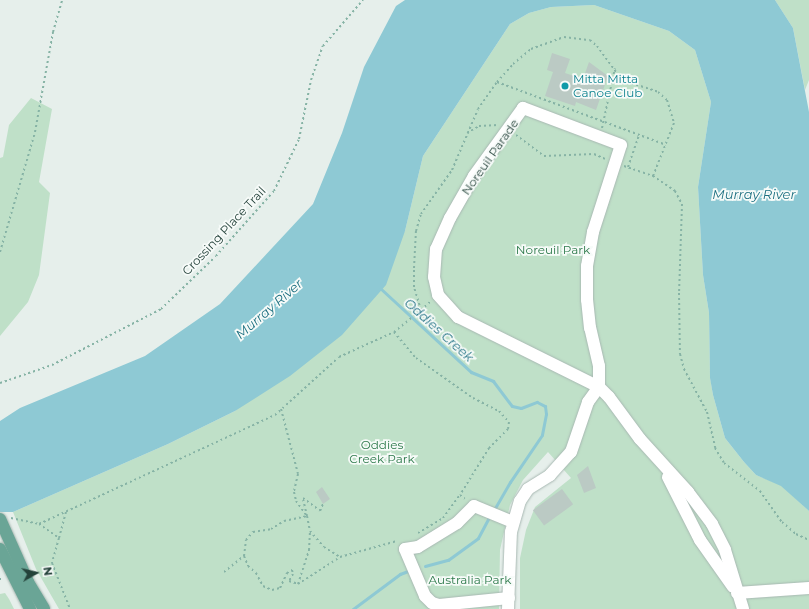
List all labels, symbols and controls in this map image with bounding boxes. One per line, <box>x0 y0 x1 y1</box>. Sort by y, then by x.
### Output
place label: Mitta Mitta Canoe Club <box>573 72 642 100</box>
marker: Mitta Mitta Canoe Club <box>560 81 570 91</box>
street label: Noreuil Parade <box>459 116 521 198</box>
street label: Crossing Place Trail <box>179 184 269 278</box>
water label: Murray River <box>712 186 796 202</box>
park label: Noreuil Park <box>516 243 590 257</box>
water label: Murray River <box>232 276 306 342</box>
water label: Oddies Creek <box>401 295 477 365</box>
park label: Oddies Creek Park <box>349 438 415 466</box>
north arrow <box>16 553 56 593</box>
text: N <box>40 566 55 577</box>
park label: Australia Park <box>429 573 511 587</box>

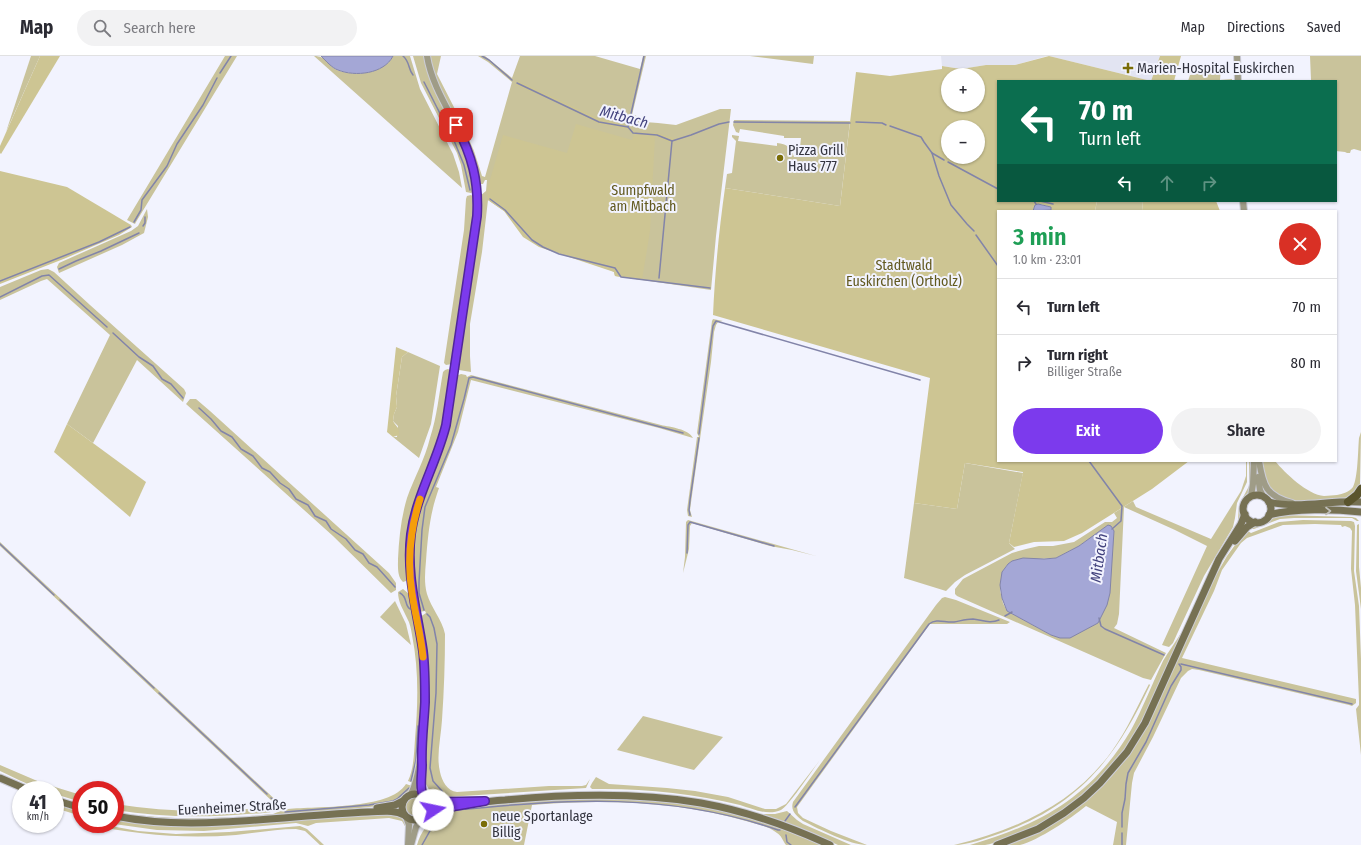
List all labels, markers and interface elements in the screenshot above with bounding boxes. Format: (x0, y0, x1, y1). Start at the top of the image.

○ ○ ○ ○

Should the entries hold any pictures, please omit those and print the remaining text exactly.

List all labels, symbols and controls in this map image with bounding boxes. One per line, <box>x0 y0 x1 y1</box>. Sort by y, then by x.
### Output
place label: Mitta Mitta Canoe Club <box>573 72 642 100</box>
marker: Mitta Mitta Canoe Club <box>560 81 570 91</box>
street label: Noreuil Parade <box>459 116 521 198</box>
street label: Crossing Place Trail <box>179 184 269 278</box>
water label: Murray River <box>712 186 796 202</box>
park label: Noreuil Park <box>516 243 590 257</box>
water label: Murray River <box>232 276 306 342</box>
water label: Oddies Creek <box>401 295 477 365</box>
park label: Oddies Creek Park <box>349 438 415 466</box>
north arrow <box>16 553 56 593</box>
text: N <box>40 566 55 577</box>
park label: Australia Park <box>429 573 511 587</box>

List all labels, markers and interface elements in the screenshot above with bounding boxes. Format: (x0, y0, x1, y1). Start at the top of the image.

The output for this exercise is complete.